By Bob Marshall
In an era when conservation-minded sportsmen spend most of their time trying to prevent damage from being done to their natural world, here comes a story with a refreshingly new angle: Damage being un-done.
Last week, as this video shows, the Lassiter Mill Dam on North Carolina’s Uwharrie River was removed, restoring 15 miles of free-flowing river and 174 miles of perennial stream habitat vital to fisheries that had been blocked for more than 200 years. The action will help revive sagging populations of many species, including American shad and striped bass that migrate upstream from the Atlantic Ocean.
The project was the result of a push by a wide coalition of interests from state and federal wildlife agencies to power companies. It is part of an encouraging movement across the northeast that has seen more than 240 dams removed in the last five years.
The dam was built for a grist mill in 1805 when America was busily trying to bend the natural environment to its economic purposes. Eventually more than 14,000 dams blocked rivers, bringing a boost to businesses but punching holes in ecosystems with impacts that spread from tiny mountain creeks to the wide Atlantic.
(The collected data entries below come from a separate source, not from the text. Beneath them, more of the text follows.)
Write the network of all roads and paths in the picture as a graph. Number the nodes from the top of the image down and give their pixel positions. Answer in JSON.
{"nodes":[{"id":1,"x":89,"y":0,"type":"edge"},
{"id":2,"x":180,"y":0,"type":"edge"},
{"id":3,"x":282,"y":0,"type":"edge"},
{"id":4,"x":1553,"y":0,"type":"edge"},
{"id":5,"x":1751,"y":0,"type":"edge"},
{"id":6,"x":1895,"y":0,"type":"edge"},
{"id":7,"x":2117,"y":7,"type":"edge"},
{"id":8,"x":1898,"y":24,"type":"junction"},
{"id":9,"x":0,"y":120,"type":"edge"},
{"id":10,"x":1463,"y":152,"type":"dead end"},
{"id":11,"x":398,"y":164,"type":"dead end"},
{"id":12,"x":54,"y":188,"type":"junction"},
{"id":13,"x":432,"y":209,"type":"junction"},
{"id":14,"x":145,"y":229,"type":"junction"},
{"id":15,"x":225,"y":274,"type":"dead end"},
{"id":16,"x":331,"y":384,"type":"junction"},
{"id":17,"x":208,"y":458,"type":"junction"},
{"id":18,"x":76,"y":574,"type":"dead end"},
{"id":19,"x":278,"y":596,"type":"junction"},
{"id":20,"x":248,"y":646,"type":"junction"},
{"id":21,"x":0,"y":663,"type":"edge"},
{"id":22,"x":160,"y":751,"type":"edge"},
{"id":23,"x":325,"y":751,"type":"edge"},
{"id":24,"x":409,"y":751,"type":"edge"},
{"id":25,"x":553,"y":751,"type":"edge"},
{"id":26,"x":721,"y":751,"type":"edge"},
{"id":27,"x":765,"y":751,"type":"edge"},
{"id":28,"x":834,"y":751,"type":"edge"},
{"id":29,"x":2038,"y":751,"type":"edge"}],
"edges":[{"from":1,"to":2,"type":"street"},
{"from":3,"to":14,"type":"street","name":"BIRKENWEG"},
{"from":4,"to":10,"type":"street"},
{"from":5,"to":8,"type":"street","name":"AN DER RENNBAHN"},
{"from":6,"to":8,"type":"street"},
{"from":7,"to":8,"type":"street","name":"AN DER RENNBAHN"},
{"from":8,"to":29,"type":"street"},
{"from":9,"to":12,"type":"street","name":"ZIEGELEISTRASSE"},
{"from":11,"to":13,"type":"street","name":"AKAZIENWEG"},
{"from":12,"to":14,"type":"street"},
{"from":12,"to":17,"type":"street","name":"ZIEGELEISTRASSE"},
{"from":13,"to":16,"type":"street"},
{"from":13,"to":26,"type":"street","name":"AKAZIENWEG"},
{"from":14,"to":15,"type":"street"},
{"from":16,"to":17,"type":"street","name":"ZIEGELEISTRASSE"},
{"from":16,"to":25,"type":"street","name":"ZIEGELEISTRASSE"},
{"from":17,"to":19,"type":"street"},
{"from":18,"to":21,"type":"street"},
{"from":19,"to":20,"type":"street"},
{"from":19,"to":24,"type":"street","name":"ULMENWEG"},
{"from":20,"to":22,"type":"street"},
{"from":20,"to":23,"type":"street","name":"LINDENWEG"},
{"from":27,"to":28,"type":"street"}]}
One of the most evident impacts was seen in the collapse of fish such as shad, striped bass, salmon and sea-run trout that spawn in the rivers but migrate to the ocean.
The push to reverse that damage began decades ago. Initial remedies such as fish ladders have proven ineffective in many cases, and conservationists began making the case for removal. That argument gained traction as an economic argument for restoring habitat was shown to have a better bottom-line – an argument pushed along by the consequences of the Endangered Species Act.
Groups such as American Rivers have now made dam removal a top priority, having success across the northeast as well as in other regions.